The two companies are discussing a deal that would make News Corp.'s Fox Interactive Media assets part of Yahoo in exchange for a 20% stake in the newly combined entity, according to a person familiar with discussions.
Right now the key for this deal is for management to test the idea with a few key shareholders to see how they would react to a potential merger -- and whether they would value the combination at $50 billion, which is the value News Corp. and Yahoo assign the deal. It's unclear at this point whether shareholders would share management's valuation estimate.
Best case, worst case
In the best case scenario, the market agrees that a Yahoo-Fox Interactive combination is worth $50 billion. In the worst case scenario, the talks put pressure on Microsoft to raise its bid to acquire Yahoo from $44.6 billion. News Corp.'s deal was first reported on blogs Silicon Alley Insider and TechCrunch and confirmed yesterday by The Wall Street Journal, which is part of News Corp.

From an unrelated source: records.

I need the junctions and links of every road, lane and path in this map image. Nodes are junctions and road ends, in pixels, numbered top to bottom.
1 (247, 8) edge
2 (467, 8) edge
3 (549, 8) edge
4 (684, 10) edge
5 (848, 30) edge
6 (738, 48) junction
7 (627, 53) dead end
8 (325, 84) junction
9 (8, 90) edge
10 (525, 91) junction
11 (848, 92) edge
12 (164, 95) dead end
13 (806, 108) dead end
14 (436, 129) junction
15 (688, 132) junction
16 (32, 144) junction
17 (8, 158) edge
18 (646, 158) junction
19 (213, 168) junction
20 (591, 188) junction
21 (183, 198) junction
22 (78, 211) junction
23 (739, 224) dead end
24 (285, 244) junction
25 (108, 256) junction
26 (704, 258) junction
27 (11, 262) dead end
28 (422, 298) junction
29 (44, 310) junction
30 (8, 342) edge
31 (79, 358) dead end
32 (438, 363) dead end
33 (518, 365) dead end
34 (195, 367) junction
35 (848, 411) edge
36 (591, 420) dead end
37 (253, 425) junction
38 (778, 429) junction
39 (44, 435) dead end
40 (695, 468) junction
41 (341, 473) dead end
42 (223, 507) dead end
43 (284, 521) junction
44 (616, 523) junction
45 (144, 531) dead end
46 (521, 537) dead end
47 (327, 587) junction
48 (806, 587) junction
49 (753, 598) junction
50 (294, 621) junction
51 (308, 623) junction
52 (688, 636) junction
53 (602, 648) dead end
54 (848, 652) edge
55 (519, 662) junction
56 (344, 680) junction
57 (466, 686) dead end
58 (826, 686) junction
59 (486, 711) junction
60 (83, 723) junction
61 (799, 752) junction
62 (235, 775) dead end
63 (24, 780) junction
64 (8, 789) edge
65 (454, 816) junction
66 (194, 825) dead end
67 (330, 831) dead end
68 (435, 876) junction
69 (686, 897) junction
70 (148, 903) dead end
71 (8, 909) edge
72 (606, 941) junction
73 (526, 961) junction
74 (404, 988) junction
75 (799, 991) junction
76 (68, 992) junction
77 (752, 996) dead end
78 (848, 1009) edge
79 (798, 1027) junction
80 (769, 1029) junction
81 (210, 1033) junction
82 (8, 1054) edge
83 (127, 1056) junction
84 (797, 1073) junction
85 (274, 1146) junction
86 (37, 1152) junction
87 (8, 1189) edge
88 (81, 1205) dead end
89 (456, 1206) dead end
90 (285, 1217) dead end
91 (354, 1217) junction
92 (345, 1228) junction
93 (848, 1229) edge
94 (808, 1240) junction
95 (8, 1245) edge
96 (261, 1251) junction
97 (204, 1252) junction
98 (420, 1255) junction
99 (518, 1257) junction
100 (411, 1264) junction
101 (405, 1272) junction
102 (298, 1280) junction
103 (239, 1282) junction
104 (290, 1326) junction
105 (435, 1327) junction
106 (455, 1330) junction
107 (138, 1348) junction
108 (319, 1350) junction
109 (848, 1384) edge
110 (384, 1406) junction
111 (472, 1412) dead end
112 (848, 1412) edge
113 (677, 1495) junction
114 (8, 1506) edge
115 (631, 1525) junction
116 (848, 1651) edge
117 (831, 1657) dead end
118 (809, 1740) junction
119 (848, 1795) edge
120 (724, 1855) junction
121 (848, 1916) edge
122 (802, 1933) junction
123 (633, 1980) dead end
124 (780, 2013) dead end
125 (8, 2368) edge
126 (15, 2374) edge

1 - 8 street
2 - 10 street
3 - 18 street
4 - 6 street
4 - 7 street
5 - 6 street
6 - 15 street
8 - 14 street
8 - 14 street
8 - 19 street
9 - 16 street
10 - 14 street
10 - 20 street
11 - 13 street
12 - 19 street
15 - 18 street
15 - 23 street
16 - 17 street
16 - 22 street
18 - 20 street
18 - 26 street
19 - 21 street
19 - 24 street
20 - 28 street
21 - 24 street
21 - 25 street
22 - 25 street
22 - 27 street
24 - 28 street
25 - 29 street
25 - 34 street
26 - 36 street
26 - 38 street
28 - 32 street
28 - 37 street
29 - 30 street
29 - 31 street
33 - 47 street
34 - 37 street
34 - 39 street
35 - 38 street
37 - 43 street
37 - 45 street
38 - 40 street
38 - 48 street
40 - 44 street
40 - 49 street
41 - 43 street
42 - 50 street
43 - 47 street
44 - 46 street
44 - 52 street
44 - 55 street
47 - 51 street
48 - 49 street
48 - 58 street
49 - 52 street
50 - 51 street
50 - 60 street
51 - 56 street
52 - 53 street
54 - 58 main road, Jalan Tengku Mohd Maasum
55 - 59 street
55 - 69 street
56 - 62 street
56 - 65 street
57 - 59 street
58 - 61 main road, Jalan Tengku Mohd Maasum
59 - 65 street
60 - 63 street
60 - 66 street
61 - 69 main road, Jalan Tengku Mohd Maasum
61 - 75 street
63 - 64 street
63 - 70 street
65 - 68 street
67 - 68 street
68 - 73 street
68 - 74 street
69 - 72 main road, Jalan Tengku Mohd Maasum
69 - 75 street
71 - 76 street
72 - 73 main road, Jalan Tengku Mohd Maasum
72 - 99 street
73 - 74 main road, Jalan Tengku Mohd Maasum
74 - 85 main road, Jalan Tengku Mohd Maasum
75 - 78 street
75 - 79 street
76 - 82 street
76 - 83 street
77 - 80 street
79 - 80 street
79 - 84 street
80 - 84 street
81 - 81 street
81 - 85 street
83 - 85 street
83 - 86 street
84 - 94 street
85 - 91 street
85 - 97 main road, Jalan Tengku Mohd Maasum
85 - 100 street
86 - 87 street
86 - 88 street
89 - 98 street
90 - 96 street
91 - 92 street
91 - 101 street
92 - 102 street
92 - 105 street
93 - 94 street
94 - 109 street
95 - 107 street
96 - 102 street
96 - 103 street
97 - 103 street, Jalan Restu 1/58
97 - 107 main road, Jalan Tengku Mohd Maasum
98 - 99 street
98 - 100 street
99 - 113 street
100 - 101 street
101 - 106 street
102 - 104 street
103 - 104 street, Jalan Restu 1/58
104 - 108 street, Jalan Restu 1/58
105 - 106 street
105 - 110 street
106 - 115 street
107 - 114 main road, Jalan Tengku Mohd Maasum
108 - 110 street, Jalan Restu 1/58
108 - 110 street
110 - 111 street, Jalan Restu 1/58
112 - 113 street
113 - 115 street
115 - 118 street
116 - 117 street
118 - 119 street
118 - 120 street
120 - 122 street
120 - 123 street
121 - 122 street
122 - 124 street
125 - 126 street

What would such a combined entity look like? It would be a display-ad giant. According to ComScore, Yahoo has 18.8% of total display-ad impressions online, while News Corp.'s Fox Interactive, which includes MySpace, has 16.3%. Microsoft, meanwhile, serves up 6.7%. Yahoo-Fox Interactive would, however, lack the search scale of a Microsoft-Yahoo combo. According to ComScore, in December 2007, Microsoft sites accounted for 984 million U.S. searches while MySpace accounted for 342 million U.S. searches. Fox Interactive already has an ad deal with Google to provide search and other ads on MySpace; it's unclear whether a change of ownership would allow Google or Fox Interactive to end that partnership.

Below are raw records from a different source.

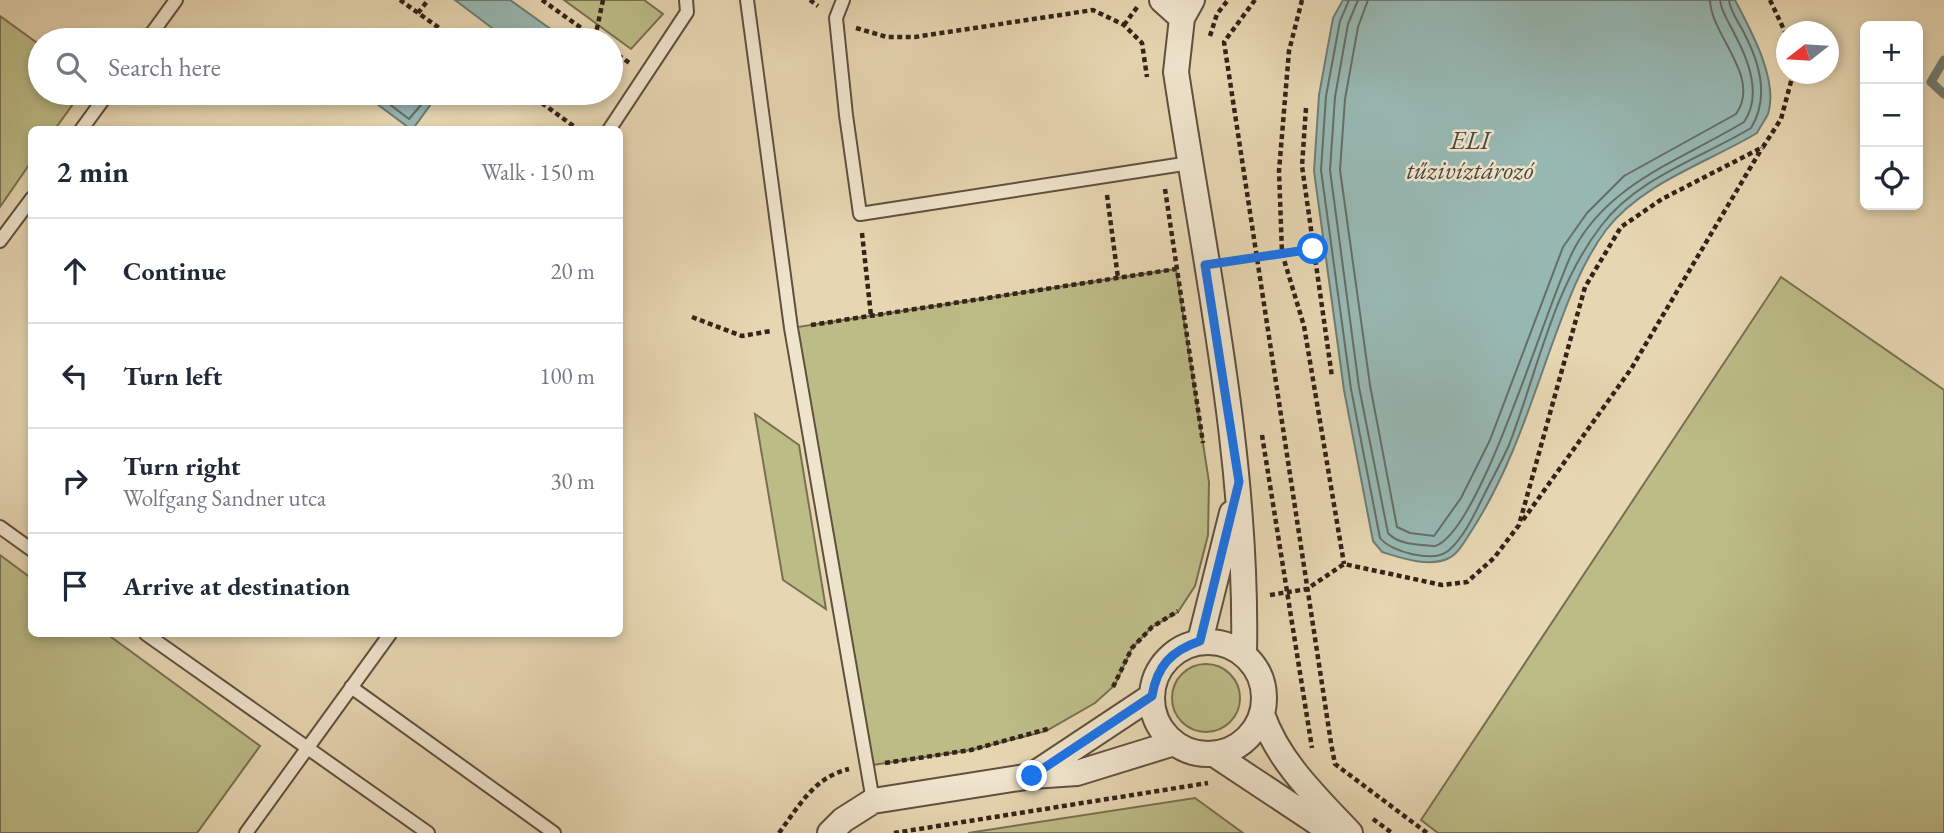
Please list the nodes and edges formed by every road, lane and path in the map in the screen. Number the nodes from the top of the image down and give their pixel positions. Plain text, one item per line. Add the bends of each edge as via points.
1 (176, 0) edge
2 (400, 0) edge
3 (428, 0) edge
4 (542, 0) edge
5 (603, 0) edge
6 (685, 0) edge
7 (747, 0) edge
8 (810, 0) edge
9 (843, 0) edge
10 (1143, 0) edge
11 (1162, 0) edge
12 (1228, 0) edge
13 (1255, 0) edge
14 (1302, 0) edge
15 (1770, 0) edge
16 (1187, 9) edge
17 (418, 13) junction
18 (836, 18) junction
19 (1780, 21) edge
20 (1124, 25) junction
21 (156, 28) edge
22 (439, 28) edge
23 (581, 28) edge
24 (598, 28) edge
25 (1209, 38) dead end
26 (1148, 84) dead end
27 (1790, 84) edge
28 (99, 105) edge
29 (545, 105) edge
30 (1306, 108) dead end
31 (84, 126) edge
32 (573, 126) edge
33 (612, 126) edge
34 (1763, 147) junction
35 (1190, 163) junction
36 (1161, 167) junction
37 (1104, 176) junction
38 (28, 203) edge
39 (860, 214) junction
40 (0, 241) edge
41 (1233, 247) dead end
42 (1313, 249) junction
43 (1282, 253) junction
44 (1256, 257) junction
45 (1235, 260) junction
46 (1205, 265) junction
47 (1176, 269) junction
48 (1237, 273) dead end
49 (1118, 278) junction
50 (871, 316) junction
51 (692, 317) dead end
52 (791, 328) junction
53 (1332, 377) dead end
54 (1262, 433) dead end
55 (1205, 456) dead end
56 (1239, 482) junction
57 (1519, 524) junction
58 (0, 527) edge
59 (28, 547) edge
60 (1344, 564) junction
61 (1307, 589) junction
62 (1215, 591) junction
63 (1286, 593) junction
64 (1245, 598) junction
65 (150, 637) edge
66 (388, 637) edge
67 (1200, 641) junction
68 (1244, 654) junction
69 (351, 687) junction
70 (1105, 694) dead end
71 (1152, 696) junction
72 (1262, 714) junction
73 (1058, 724) dead end
74 (1174, 743) junction
75 (307, 747) junction
76 (1313, 751) dead end
77 (1214, 754) junction
78 (866, 766) junction
79 (1032, 776) junction
80 (1213, 783) dead end
81 (873, 801) junction
82 (1363, 812) dead end
83 (246, 833) edge
84 (428, 833) edge
85 (554, 833) edge
86 (779, 833) edge
87 (830, 833) edge
88 (894, 833) edge
89 (1333, 833) edge
90 (1350, 833) edge
91 (1392, 833) edge
92 (1427, 833) edge

1 - 21 lane
2 - 17 path
3 - 17 path
4 - 23 path
5 - 24 path
6 - 33 lane via 687,12
7 - 52 lane
8 - 18 path
9 - 18 lane
10 - 20 path
11 - 16 street
12 - 25 path via 1217,14
13 - 44 path via 1224,42
14 - 43 path via 1289,51 1280,158
15 - 19 path
16 - 35 street via 1176,72
17 - 22 path
18 - 20 path via 887,37 915,37 1093,10
18 - 39 lane
20 - 26 path via 1142,43
27 - 34 path via 1781,119
28 - 31 lane
29 - 32 path
30 - 42 path via 1302,166
34 - 57 path via 1631,369
34 - 57 path via 1662,199 1621,227 1585,287
35 - 36 lane
35 - 46 street
36 - 37 lane
36 - 47 path
37 - 39 lane
37 - 49 path
38 - 40 lane
39 - 50 path
41 - 45 path
42 - 43 path
42 - 53 path
43 - 44 path
43 - 60 path via 1304,326
44 - 45 path
44 - 61 path
45 - 46 path
45 - 48 path
46 - 47 path
46 - 56 street
47 - 49 path
47 - 55 path
49 - 50 path
50 - 52 path
51 - 52 path via 742,336
52 - 78 lane
54 - 63 path
56 - 62 street
56 - 64 street
57 - 60 path via 1494,558 1467,582 1419,582
58 - 59 lane
60 - 61 path
61 - 63 path
61 - 92 path via 1335,764
62 - 67 street
62 - 70 path via 1195,586 1178,612 1152,627 1132,648 1115,685
63 - 64 path
63 - 76 path
64 - 68 street
65 - 75 lane
66 - 69 lane
67 - 68 street via 1216,641
67 - 71 street via 1166,660 1155,677
68 - 72 street via 1262,682
69 - 75 lane
69 - 85 lane
71 - 74 street via 1154,714
71 - 79 street
72 - 77 street via 1244,741
72 - 90 street via 1270,738 1287,762
73 - 78 path via 971,750
74 - 77 street via 1200,754
74 - 79 street via 1077,773
75 - 83 lane
75 - 84 lane
77 - 89 street
78 - 81 lane
78 - 86 path via 835,772 816,784
79 - 81 street
80 - 88 path
81 - 87 street
82 - 91 path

Yahoo desperately wants to stay independent and doing a deal with News Corp. could stave off the takeover proposed by Microsoft. Yahoo management believes it has not yet had time to prove out the strategy it has employed over the past year, as CEO Jerry Yang reiterated in a letter sent to shareholders today.
Grow its ad network
"We have a huge market opportunity -- and are uniquely positioned to capitalize on it," he wrote. "The global online advertising market is projected to grow from $45 billion in 2007 to $75 billion in 2010." He said Yahoo aims to grow its "starting points," such as e-mail and the home page, by 15% in 2007. He also emphasized the company's plans to grow its ad network, create a more friction-less marketplace through ad exchanges and open its platform to third-party developers.
On person familiar with the Yahoo-News Corp. discussions said the integration challenges that critics of a Microsoft-Yahoo merger have raised are less of a concern with a Yahoo-Fox Interactive combo. Whereas Microsoft and Yahoo have their own robust ad platforms -- and would likely fight over whose gets used if the two were combined -- Fox Interactive would be easier to plug into Yahoo's ad platform. This person said the combination of MySpace's targeting and Yahoo's behavioral data could be a huge boon.
The hand News Corp. is lending to Yahoo appears to be a reversal of CEO Rupert Murdoch's position on his Feb. 4 earnings call in which he said News Corp. is "definitely not going to make a bid for Yahoo." However, when asked of a possible linkup between the two companies, he added: "I think that has passed, but you never know."
Yahoo and News Corp. face challenges convincing shareholders that their combination is worth $50 billion. But Tim Hanlon, exec VP at Publicis Groupe's Denuo, is bullish: "For Yahoo, [it] would add a key component that Microsoft can't -- content," he said. "For News Corp., [it would add] immediate access to a wealth of web services that neither MySpace alone nor ten digital acquisitions could ever get them."